Il tema della lotta alla diseguaglianza – per una nuova armonia da ricreare – e del rapporto tra democrazia politica ed economia di mercato è qualcosa che sta a cuore a entrambi. Tanto l’agenda dell’uno quanto quella dell’altro hanno messo al centro, in tempi e con stili almeno in parte diversi, la sfida di ridare speranza ai propri cittadini: quelli attoniti di fronte all’esordio selvaggio della crisi finanziaria nell’America che elesse e confermò Obama; quelli stanchi e impauriti dell’Italia che vede in Renzi "l’ultima spiaggia". Il primo si avvia al termine del suo secondo mandato e di una carriera politica durante la quale, forse, aveva sperato di poter cambiare più cose di quanto non gli sia riuscito.
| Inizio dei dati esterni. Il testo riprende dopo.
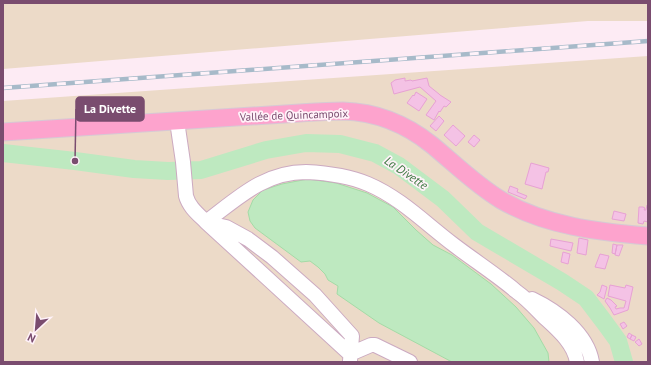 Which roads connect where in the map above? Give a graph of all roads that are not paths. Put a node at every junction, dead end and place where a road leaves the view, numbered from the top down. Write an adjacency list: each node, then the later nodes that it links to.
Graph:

Il secondo è all’inizio di un percorso che, come spesso ricorda, potrebbe finire prestissimo se non riuscirà a cambiare il Paese insieme al sistema politico. Sono stati entrambi, per i rispettivi establishment politici, tutto sommato due outsider (seppure di successo) e forse anche per questo è scattata quella corrente di reciproca simpatia che appare più schietta, meno "convenzionale" di quella normalmente esibita tra gli inquilini della Casa Bianca e quelli di Palazzo Chigi. Obama appare d’altronde sinceramente interessato al successo di Renzi, anche in chiave europea, per avere finalmente una sponda al di qua dell’Atlantico più ricettiva dei suoi ammonimenti affinché l’Europa pensi anche a crescere, oltre che ad avere i conti in ordine.
Al nostro premier l’incontro con il presidente americano ha anche offerto una straordinaria opportunità per approfondire quei temi della grande politica internazionale ai quali, fino a qualche settimana fa, aveva mostrato poca attenzione e praticamente nessuna osservazione degna di nota. Anche in questo, il percorso dei due potrebbe apparire simile. Prima di arrivare alla Casa Bianca neppure Barack Obama si era distinto per particolari competenze sulle questioni di politica internazionale (e i suoi detrattori sostengono che ancora oggi il bilancio sia non straordinario), che del resto raramente fanno vincere le elezioni, benché spesso rendano memorabile una presidenza. Vedremo nelle prossime settimane, nei prossimi mesi, quanto la relazione cordiale e la stima reciproca sapranno tradursi in una convergenza sulle questioni di politica estera più urgenti. A cominciare da quella ucraina, che è tutt’altro che in via di risoluzione.
Proprio la capacità di mostrare fermezza, determinazione e disponibilità al dialogo con Putin costituirà un primo "torture test" per la sintonia tra i due. Non può infatti sfuggire che la posizione italiana è fin qui apparsa meno salda di quanto sarebbe stato auspicabile agli occhi di Washington, e non solo. Sarebbe però davvero ingeneroso chiudere queste riflessioni senza sottolineare l’ottimo stato complessivo delle relazioni italo-americane, passate sostanzialmente indenni persino attraverso le fasi più oscure dello scandalo spionistico-informatico che a più riprese ha messo tanto in difficoltà gli Stati Uniti. Si tratta di un patrimonio costruito attraverso le generazioni, da una lunga serie di premier, da De Gasperi ad Andreotti fino a Craxi, su su fino a quelli della cosiddetta "seconda Repubblica": una vera dote politica che ora sta a Matteo Renzi saper tutelare, accrescere e impiegare, coniugando audacia e prudenza.